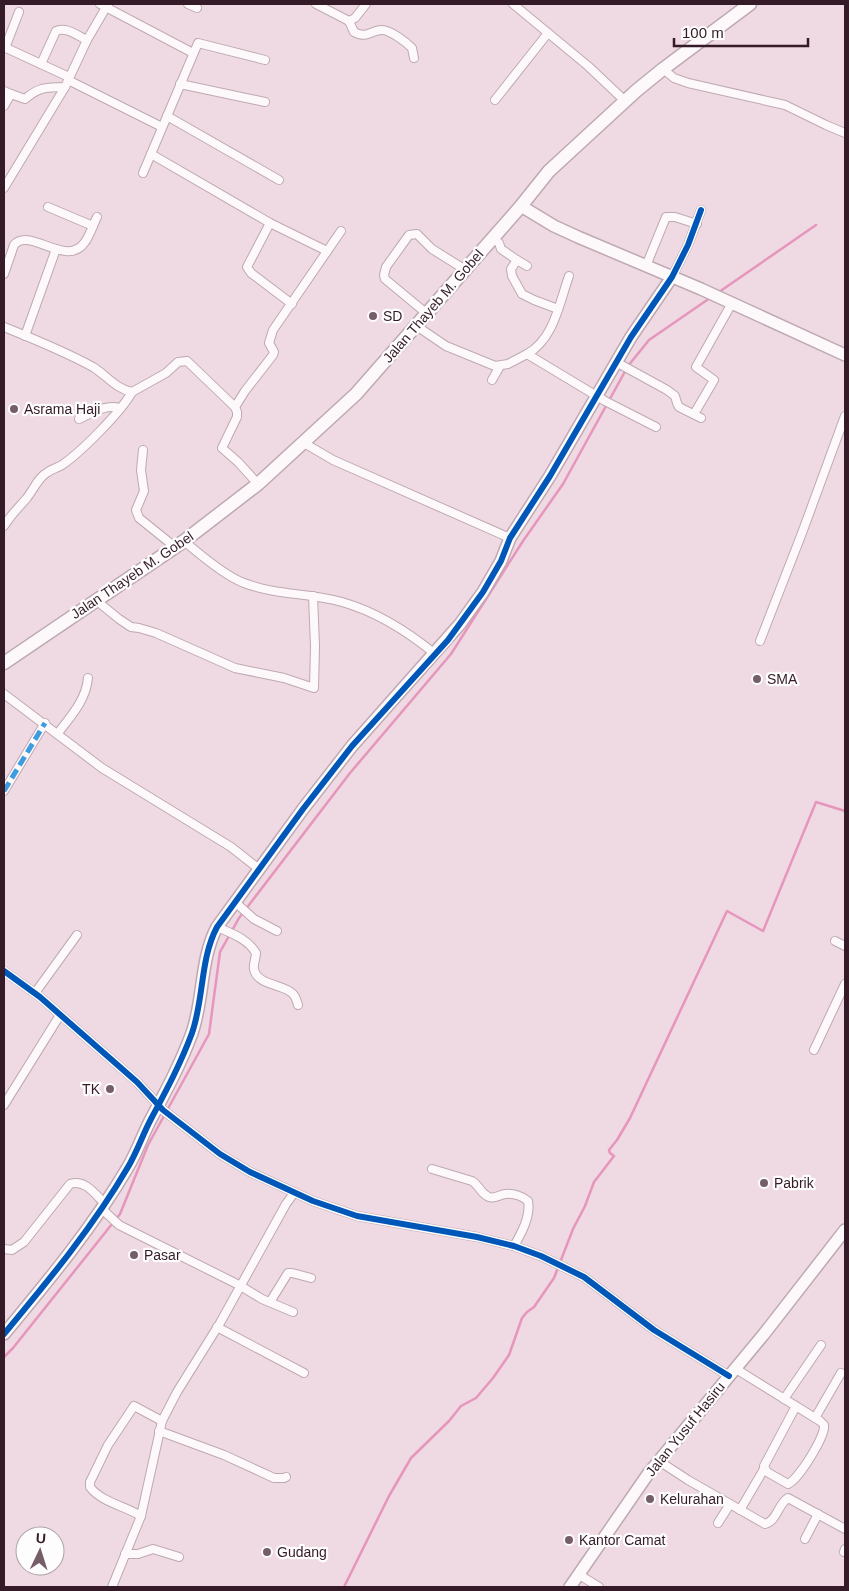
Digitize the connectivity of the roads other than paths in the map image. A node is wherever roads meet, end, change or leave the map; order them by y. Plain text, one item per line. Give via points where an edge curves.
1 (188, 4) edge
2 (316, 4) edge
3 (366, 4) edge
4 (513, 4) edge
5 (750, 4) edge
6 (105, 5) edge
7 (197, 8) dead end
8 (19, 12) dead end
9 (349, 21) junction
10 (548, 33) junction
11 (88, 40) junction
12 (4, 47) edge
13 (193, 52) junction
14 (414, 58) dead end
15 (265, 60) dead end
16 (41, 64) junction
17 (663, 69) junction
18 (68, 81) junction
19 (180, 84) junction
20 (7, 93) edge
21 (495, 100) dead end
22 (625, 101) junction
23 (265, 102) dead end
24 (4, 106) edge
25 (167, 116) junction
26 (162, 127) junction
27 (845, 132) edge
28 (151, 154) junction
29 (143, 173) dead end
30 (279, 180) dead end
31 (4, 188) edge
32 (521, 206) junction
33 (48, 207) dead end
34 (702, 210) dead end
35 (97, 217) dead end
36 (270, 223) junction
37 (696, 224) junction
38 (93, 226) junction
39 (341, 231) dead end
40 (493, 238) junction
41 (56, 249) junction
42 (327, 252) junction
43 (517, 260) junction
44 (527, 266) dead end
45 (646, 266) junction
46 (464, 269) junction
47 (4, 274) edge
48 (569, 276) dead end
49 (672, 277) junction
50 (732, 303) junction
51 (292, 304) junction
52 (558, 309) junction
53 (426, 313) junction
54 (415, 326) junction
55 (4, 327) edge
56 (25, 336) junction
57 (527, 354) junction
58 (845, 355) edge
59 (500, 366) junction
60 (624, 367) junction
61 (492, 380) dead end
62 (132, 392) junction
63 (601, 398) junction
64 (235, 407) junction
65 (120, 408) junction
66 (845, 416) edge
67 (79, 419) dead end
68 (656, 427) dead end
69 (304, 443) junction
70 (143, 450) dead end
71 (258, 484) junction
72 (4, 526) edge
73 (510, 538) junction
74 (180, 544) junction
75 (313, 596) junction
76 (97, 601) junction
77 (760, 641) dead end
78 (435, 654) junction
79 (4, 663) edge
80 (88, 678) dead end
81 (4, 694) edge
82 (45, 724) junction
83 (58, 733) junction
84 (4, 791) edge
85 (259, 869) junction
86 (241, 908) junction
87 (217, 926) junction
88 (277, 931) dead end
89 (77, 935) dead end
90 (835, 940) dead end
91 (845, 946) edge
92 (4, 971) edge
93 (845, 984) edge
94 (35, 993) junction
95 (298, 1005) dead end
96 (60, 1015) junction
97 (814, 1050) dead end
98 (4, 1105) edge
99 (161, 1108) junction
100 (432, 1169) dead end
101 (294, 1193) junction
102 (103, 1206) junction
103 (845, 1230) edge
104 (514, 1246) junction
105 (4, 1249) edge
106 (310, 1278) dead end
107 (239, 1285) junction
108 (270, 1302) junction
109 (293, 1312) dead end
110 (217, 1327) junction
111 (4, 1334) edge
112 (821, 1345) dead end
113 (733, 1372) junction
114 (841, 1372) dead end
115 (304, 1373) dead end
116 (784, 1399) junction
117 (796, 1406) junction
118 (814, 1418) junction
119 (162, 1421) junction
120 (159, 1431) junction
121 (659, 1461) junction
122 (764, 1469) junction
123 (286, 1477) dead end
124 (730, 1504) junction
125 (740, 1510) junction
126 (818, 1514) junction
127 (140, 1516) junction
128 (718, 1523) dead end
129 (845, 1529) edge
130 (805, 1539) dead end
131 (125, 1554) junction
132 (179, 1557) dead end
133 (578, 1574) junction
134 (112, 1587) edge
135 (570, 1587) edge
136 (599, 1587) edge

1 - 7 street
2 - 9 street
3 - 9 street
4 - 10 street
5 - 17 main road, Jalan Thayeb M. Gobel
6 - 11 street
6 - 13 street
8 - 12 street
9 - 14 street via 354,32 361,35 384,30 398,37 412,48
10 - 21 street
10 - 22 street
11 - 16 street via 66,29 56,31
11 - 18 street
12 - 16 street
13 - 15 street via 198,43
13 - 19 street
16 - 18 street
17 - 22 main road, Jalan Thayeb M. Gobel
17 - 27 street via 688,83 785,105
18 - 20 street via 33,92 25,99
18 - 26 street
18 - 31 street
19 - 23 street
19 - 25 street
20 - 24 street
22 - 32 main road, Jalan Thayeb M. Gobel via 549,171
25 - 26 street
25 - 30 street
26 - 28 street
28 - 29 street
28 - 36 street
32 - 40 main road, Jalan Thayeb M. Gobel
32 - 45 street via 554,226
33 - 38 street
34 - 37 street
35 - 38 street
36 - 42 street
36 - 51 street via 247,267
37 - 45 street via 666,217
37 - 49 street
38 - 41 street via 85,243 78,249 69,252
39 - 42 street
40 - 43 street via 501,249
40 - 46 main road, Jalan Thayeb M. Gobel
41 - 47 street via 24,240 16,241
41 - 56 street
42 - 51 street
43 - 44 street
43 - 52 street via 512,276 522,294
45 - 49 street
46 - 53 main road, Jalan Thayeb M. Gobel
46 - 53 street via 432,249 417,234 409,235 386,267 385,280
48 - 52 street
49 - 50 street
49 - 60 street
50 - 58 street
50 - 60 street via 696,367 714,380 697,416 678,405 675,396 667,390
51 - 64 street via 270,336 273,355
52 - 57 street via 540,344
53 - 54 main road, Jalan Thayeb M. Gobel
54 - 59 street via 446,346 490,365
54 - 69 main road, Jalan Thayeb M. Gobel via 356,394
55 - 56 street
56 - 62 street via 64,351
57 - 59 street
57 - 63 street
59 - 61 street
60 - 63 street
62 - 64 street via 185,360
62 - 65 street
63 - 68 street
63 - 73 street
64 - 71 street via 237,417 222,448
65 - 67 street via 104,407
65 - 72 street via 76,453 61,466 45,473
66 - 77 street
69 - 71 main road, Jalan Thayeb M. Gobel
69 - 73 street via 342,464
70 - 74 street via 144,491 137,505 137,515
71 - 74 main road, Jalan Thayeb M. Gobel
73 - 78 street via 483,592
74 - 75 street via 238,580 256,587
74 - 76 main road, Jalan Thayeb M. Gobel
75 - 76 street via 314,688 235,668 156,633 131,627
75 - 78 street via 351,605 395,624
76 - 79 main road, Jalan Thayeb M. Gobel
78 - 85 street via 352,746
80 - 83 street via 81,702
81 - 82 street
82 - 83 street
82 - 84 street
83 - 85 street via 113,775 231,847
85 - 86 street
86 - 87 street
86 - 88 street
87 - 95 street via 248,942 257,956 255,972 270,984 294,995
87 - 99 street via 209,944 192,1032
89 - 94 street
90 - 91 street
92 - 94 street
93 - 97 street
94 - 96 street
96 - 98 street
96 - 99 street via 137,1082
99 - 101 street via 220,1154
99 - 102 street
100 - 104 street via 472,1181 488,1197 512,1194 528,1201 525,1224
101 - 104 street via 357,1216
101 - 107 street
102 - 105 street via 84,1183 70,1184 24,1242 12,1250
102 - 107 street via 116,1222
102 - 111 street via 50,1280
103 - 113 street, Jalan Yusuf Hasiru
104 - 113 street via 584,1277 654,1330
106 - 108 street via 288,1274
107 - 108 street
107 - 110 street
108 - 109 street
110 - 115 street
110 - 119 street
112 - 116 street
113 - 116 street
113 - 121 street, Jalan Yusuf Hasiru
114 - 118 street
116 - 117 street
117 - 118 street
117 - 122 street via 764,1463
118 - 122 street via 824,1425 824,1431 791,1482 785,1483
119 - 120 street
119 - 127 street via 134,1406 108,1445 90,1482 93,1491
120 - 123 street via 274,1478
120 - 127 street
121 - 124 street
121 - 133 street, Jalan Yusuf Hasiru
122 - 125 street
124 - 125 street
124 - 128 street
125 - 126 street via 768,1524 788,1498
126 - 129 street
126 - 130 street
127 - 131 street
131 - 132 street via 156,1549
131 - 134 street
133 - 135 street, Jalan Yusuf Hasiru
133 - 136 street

* * *

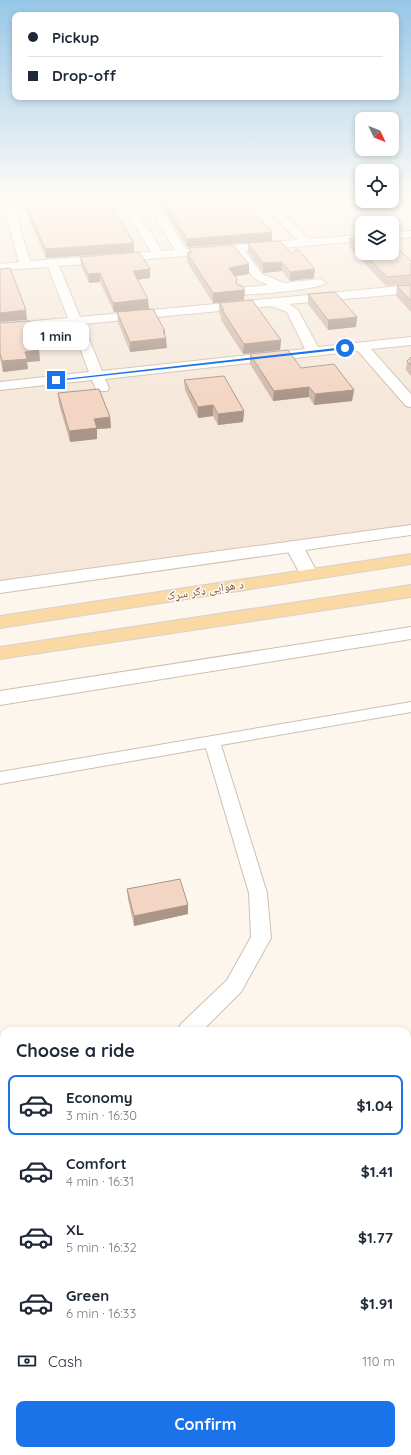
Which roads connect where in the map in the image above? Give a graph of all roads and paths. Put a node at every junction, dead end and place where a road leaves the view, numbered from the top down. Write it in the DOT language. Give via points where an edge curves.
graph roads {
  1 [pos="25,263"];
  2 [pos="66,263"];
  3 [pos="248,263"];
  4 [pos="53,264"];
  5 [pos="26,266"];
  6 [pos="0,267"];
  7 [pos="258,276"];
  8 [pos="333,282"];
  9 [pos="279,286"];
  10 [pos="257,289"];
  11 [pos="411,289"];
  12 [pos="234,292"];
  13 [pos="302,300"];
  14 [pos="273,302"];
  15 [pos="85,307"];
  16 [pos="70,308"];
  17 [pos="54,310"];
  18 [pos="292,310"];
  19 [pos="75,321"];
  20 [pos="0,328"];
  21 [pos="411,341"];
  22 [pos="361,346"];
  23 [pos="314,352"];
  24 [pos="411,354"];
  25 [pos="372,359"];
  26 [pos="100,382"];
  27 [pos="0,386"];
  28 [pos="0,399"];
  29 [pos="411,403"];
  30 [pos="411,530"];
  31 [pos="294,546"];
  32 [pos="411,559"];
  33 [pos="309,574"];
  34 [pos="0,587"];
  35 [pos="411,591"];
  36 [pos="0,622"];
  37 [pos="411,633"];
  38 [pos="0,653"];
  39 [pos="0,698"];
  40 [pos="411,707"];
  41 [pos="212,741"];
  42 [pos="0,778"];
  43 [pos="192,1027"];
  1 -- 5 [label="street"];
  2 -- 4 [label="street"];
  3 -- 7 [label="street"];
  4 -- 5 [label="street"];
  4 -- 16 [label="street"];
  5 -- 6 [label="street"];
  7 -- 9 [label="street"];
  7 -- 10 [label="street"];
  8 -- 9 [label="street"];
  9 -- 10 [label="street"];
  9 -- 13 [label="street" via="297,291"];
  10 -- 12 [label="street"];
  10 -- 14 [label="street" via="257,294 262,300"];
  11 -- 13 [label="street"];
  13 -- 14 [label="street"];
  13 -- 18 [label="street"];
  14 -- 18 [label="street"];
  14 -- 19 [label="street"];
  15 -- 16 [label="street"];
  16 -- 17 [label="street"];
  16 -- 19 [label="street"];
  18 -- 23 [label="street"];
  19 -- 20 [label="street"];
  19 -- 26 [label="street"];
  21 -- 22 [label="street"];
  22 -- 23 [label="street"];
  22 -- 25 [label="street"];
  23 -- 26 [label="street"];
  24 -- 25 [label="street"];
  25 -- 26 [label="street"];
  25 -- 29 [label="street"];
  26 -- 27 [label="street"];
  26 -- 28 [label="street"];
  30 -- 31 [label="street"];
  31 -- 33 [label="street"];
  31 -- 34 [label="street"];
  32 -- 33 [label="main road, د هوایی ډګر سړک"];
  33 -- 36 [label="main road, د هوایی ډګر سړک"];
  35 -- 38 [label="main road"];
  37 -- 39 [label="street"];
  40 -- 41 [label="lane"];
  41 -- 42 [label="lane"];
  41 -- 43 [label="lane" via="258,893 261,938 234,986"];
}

### WORK INSTRUCTIONS
Each line of the listing that contains the word "Yusuf" must be counted. Give only the resulting figure.

### RESULT OF THE TASK
4